* **WHAT IS BEING ASKED**: Among the entries below, find the lines with the word "الكفاح" and copy them.

[Dataset entries]
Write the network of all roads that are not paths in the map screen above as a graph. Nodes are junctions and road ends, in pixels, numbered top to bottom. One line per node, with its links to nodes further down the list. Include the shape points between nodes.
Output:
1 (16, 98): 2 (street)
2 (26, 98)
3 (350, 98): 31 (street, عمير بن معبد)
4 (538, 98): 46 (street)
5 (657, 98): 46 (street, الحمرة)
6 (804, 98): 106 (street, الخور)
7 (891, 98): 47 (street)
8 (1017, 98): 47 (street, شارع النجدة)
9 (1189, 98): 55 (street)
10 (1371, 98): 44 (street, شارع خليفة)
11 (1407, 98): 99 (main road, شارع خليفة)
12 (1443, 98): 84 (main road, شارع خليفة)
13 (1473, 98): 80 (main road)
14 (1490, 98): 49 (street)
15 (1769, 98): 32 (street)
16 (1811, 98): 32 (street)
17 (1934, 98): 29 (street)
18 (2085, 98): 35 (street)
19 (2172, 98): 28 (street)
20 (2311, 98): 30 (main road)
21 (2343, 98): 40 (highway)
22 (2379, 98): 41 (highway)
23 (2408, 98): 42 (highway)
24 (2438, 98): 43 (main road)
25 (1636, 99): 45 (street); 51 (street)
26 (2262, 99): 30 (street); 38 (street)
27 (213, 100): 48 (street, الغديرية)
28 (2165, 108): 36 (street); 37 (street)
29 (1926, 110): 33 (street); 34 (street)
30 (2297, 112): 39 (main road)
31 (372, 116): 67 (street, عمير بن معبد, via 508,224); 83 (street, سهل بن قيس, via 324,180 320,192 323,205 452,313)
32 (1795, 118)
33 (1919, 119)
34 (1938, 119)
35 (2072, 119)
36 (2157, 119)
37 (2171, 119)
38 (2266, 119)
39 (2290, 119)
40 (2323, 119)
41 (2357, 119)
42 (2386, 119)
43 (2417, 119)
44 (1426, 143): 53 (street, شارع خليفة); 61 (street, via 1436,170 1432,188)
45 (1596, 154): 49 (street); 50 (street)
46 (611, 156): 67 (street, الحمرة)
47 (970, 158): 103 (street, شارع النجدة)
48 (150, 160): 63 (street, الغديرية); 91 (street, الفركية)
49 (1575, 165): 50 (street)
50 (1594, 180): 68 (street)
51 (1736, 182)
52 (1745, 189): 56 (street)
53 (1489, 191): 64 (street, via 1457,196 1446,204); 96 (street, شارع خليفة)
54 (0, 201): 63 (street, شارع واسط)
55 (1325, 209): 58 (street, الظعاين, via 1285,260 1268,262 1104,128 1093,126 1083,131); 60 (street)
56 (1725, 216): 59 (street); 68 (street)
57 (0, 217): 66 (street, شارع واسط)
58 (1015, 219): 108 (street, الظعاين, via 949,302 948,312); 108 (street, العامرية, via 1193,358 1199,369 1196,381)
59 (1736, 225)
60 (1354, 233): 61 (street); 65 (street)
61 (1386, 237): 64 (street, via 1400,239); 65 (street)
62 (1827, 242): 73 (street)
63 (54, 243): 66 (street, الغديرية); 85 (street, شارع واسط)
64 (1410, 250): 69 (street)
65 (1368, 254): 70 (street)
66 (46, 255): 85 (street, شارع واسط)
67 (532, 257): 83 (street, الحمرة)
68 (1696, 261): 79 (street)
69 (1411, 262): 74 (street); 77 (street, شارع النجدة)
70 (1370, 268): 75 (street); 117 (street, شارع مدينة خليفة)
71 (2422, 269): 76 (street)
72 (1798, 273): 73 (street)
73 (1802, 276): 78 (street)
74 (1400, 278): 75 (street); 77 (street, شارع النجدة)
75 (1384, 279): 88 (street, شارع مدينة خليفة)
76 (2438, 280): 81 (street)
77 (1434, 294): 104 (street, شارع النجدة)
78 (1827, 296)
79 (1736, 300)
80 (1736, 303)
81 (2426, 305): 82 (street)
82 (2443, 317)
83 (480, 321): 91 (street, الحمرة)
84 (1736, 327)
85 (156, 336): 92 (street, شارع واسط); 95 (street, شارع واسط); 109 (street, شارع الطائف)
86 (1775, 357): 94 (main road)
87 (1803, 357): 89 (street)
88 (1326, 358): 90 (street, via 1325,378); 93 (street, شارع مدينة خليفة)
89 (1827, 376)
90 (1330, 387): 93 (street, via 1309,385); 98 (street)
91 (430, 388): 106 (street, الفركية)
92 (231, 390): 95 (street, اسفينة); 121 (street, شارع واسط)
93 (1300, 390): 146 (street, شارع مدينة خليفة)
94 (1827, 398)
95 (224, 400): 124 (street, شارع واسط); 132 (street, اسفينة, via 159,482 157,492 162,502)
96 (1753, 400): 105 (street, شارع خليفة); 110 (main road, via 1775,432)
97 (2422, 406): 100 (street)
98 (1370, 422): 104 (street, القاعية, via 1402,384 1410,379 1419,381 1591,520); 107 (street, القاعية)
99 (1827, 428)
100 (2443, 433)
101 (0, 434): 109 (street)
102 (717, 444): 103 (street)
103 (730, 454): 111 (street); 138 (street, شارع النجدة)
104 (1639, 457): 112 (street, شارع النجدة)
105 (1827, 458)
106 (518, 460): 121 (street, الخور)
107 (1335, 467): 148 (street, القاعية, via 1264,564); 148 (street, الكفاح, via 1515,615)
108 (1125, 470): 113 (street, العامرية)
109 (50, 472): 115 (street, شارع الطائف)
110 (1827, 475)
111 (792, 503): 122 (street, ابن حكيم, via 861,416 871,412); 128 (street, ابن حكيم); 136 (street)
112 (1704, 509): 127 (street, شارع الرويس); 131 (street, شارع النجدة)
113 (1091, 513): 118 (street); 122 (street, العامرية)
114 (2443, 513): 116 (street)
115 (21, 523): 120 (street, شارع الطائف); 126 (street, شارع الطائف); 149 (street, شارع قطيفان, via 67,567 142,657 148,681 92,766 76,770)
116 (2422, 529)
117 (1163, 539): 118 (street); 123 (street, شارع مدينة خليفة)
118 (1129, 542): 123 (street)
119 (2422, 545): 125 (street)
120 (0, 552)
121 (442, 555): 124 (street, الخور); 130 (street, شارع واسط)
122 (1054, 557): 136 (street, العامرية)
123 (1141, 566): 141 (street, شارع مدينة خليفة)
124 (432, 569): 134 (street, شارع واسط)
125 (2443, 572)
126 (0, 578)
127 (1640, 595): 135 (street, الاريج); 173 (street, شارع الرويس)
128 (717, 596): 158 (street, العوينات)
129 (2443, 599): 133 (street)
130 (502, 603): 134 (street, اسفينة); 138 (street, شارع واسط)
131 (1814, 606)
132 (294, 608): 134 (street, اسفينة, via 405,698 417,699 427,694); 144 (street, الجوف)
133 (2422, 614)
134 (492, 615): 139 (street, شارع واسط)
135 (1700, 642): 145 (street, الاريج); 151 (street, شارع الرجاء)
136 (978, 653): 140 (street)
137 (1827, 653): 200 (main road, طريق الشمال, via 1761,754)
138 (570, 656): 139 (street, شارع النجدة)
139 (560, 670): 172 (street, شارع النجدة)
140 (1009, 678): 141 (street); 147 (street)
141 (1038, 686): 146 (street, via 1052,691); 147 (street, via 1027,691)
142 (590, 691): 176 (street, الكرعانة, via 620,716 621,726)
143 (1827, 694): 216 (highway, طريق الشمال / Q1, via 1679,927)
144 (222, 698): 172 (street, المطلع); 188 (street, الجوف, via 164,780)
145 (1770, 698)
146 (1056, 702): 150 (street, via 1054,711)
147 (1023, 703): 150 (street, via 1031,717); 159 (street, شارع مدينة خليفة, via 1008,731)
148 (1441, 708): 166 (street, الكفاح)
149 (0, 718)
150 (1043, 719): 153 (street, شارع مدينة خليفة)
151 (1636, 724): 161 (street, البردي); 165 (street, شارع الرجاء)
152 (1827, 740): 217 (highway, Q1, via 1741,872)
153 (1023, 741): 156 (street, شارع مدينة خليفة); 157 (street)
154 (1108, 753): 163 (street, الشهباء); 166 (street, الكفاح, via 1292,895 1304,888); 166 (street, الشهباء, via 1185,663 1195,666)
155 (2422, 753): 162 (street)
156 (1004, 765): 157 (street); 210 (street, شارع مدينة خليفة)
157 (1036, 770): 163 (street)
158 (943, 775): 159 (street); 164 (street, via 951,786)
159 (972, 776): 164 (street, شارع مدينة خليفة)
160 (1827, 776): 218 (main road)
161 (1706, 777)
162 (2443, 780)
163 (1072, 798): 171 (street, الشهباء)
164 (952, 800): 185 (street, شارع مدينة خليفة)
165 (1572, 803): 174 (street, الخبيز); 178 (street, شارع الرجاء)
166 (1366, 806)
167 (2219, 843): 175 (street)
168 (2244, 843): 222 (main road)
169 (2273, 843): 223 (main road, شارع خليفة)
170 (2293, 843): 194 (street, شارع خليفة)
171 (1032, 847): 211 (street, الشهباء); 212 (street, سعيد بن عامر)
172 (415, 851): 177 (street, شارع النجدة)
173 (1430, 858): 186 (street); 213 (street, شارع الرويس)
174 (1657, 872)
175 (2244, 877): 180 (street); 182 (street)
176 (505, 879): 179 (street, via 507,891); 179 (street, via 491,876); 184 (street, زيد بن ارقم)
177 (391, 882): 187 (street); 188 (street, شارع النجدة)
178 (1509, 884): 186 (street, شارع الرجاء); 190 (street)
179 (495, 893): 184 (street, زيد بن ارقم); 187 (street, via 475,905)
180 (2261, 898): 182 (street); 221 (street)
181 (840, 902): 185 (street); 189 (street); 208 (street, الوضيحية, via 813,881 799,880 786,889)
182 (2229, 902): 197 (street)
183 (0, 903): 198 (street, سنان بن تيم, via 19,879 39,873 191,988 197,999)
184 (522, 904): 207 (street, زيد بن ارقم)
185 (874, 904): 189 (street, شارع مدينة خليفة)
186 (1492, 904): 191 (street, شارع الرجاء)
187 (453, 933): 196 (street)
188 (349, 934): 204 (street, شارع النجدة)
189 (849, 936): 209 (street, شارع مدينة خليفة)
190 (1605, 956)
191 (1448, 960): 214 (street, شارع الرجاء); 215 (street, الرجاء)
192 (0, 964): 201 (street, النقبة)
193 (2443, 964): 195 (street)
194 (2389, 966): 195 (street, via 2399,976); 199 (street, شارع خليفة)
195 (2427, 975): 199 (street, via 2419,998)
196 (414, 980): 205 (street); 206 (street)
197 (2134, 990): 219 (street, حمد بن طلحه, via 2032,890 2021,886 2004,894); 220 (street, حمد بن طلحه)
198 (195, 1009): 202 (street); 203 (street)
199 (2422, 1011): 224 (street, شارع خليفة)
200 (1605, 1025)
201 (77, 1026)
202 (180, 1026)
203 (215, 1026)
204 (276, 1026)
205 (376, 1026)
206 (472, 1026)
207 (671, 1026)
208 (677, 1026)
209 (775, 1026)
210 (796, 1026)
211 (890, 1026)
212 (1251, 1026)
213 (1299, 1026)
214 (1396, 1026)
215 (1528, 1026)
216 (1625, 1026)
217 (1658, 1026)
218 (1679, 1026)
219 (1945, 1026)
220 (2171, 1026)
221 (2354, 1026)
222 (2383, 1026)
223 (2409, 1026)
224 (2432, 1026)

* **RESULT**:
107 (1335, 467): 148 (street, القاعية, via 1264,564); 148 (street, الكفاح, via 1515,615)
148 (1441, 708): 166 (street, الكفاح)
154 (1108, 753): 163 (street, الشهباء); 166 (street, الكفاح, via 1292,895 1304,888); 166 (street, الشهباء, via 1185,663 1195,666)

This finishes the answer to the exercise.